Далеко внизу медленно, словно льдины по невидимому течению, плыли подтаявшие облака. Пустотой, холодом и зноем одновременно дышала безжизненная, окружавшая станцию необъятность. Почему вдруг почудился дождь?
Слева, у другого иллюминатора, бесшумно качнулась тень: Петр Климук, неестественно — к этому все еще трудно было привыкнуть — зависнув вниз головой и, как плавниками, пошевеливая руками, регулировал кинокамеру.

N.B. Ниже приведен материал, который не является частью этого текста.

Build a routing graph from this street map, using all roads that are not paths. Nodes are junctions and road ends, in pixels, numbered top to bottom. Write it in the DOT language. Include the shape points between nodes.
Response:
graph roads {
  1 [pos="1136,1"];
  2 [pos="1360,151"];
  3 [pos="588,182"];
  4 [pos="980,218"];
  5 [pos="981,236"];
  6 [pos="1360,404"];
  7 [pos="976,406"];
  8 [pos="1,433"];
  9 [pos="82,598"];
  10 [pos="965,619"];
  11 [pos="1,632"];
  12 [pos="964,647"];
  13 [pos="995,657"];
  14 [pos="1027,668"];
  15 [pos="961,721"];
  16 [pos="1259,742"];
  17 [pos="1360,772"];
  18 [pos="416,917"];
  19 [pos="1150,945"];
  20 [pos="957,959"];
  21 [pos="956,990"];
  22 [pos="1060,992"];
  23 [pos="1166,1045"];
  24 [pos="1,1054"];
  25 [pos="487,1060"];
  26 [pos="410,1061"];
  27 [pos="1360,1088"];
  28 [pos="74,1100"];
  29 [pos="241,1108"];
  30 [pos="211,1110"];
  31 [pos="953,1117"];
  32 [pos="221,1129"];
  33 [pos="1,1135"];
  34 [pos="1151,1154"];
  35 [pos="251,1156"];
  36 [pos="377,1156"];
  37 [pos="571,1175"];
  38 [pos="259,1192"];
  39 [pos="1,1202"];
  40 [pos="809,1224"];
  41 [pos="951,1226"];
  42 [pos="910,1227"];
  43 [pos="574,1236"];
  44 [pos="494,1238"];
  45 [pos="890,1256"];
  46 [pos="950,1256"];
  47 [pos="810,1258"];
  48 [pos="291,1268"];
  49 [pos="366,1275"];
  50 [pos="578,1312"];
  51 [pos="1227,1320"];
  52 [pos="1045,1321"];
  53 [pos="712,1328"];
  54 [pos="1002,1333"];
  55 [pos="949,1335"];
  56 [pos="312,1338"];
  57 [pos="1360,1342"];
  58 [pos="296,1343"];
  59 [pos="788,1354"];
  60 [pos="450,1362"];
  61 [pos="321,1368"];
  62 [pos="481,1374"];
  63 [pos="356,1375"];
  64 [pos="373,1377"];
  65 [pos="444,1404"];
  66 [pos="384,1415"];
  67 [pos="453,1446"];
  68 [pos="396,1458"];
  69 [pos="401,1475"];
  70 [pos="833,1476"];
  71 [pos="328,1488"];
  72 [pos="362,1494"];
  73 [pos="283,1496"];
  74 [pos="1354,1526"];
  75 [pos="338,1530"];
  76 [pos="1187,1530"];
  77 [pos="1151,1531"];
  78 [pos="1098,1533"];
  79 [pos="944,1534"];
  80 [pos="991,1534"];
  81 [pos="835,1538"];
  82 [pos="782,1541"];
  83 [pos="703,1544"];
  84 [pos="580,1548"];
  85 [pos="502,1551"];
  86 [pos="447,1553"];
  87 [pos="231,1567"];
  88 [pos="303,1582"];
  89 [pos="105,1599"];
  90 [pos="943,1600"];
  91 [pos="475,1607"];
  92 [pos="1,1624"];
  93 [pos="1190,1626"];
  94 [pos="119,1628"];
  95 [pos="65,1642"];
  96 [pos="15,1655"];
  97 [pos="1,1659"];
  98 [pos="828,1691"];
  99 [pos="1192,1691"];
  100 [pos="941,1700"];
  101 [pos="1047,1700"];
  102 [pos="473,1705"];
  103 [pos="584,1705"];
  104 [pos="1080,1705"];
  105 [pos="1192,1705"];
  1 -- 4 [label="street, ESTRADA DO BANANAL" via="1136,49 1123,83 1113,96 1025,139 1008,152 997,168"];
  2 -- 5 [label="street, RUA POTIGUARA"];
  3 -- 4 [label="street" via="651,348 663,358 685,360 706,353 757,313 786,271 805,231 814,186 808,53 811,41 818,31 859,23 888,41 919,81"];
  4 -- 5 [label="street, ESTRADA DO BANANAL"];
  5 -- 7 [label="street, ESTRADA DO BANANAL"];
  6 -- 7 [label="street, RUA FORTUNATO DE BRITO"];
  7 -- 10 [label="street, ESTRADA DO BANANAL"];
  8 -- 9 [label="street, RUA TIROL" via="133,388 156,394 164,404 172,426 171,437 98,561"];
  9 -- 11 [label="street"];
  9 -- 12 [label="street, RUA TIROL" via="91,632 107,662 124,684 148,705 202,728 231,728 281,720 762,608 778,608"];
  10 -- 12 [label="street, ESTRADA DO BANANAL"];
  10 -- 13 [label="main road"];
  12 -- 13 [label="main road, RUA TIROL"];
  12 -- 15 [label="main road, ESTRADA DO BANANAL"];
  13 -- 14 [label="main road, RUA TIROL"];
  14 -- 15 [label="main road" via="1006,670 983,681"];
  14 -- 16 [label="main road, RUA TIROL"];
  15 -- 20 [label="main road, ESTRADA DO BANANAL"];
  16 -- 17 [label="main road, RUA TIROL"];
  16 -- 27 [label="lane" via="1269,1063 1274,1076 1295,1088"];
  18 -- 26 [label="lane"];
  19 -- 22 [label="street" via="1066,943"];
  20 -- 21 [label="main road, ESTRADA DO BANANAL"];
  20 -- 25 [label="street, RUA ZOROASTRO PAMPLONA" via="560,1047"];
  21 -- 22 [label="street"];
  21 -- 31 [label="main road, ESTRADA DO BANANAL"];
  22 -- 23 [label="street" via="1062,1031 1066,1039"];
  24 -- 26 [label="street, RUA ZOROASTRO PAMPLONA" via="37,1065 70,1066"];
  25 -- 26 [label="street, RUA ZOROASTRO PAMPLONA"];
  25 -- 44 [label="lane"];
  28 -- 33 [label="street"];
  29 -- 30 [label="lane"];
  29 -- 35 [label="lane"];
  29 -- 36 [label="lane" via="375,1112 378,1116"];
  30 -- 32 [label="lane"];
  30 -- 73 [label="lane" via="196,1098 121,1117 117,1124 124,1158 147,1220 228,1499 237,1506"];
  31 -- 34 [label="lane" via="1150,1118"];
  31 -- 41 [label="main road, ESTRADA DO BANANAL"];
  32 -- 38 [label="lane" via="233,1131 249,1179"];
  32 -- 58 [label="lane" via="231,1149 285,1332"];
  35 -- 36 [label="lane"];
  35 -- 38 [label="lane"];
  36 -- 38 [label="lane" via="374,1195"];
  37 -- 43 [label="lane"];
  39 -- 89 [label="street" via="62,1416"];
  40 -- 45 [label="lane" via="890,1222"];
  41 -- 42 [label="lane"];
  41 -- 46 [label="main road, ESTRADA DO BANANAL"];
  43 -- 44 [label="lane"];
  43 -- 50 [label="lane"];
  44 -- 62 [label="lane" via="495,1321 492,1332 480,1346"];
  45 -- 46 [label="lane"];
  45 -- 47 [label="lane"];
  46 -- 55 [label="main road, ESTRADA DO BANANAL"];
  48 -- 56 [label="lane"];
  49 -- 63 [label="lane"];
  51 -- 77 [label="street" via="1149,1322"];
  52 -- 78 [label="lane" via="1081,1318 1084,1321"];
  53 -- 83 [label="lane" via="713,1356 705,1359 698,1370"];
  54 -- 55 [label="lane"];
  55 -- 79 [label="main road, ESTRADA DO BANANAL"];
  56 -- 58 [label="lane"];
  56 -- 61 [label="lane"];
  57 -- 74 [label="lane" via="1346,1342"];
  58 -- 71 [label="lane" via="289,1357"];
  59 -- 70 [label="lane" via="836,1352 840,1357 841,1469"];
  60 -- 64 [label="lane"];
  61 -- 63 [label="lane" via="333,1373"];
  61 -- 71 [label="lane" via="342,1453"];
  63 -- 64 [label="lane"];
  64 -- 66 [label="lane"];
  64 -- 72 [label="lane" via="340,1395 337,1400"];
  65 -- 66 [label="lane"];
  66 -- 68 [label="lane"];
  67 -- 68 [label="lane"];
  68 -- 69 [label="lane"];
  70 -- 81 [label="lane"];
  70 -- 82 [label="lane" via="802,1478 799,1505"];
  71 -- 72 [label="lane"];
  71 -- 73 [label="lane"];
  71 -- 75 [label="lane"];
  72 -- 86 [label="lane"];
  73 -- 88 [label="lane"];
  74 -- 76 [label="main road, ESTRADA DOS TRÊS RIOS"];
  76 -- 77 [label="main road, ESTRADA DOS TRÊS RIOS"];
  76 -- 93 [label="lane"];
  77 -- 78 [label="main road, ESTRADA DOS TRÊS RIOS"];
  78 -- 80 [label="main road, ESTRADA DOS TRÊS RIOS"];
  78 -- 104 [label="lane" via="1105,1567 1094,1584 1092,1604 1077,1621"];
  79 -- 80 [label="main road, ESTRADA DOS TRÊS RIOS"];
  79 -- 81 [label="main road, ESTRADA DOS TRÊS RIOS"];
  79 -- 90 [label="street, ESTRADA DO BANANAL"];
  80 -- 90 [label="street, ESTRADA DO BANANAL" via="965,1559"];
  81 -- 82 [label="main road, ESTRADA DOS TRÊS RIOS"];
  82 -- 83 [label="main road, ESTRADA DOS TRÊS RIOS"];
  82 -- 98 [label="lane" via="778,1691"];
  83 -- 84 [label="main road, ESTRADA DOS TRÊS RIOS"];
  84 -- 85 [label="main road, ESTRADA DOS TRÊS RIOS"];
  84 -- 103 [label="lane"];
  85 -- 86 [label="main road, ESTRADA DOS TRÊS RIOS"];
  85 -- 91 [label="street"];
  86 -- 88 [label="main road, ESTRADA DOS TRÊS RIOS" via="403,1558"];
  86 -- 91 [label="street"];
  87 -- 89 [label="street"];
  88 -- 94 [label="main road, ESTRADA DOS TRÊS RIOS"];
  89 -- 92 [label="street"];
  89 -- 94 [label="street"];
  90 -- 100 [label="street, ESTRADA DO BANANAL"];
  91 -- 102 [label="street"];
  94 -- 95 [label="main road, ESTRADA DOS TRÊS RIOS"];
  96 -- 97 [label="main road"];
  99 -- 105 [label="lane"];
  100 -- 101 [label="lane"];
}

— Петя, а какие бывают дожди?
Да, он так и спросил, как говорится, ни к селу ни к городу. Откуда Петру было знать, что этому неожиданно и нелепо прозвучавшему сейчас вопросу предшествовала длинная цепь ассоциаций, в истоке которых был такой взаправдашний, перешедший в явь сон… Но за долгие дни скупого на разговор общения здесь, на «Салюте», где любое оброненное слово мог услышать только один-единственный человек, они привыкли к таким вот по-детски неожиданным вопросам, как бы продолжающим уже начатые, сами собой разумеющиеся рассуждения. Петр повел темными неудивившимися глазами, повернулся к Виталию и серьезно ответил:
— Дожди, Виталий, бывают разные…
Он нарочно затягивал паузу, вспоминал: в самом деле, какие бывают дожди?
— Проливные, — подсказал Виталий, совсем уже освободившись от мешка.
— Обложные… — обрадованно подхватил Петр, угадав направление его мыслей.
И по обоюдному, тоже не высказанному согласию они начали непроизвольную игру, которая, впрочем, не мешала им сосредоточиться на деле: Виталия ждал РТ-4, рентгеновский телескоп, благодаря которому вчера были получены хорошие результаты. Надо было спешить и с утренним туалетом и с завтраком: великодушный Климук позволил проспать почти на целый час больше отведенного программой. Впрочем, вся их непростая, хлопотливая жизнь на борту «Салюта» и скрашивалась вот такими уступками, желанием хоть в мелочах устроить сюрприз.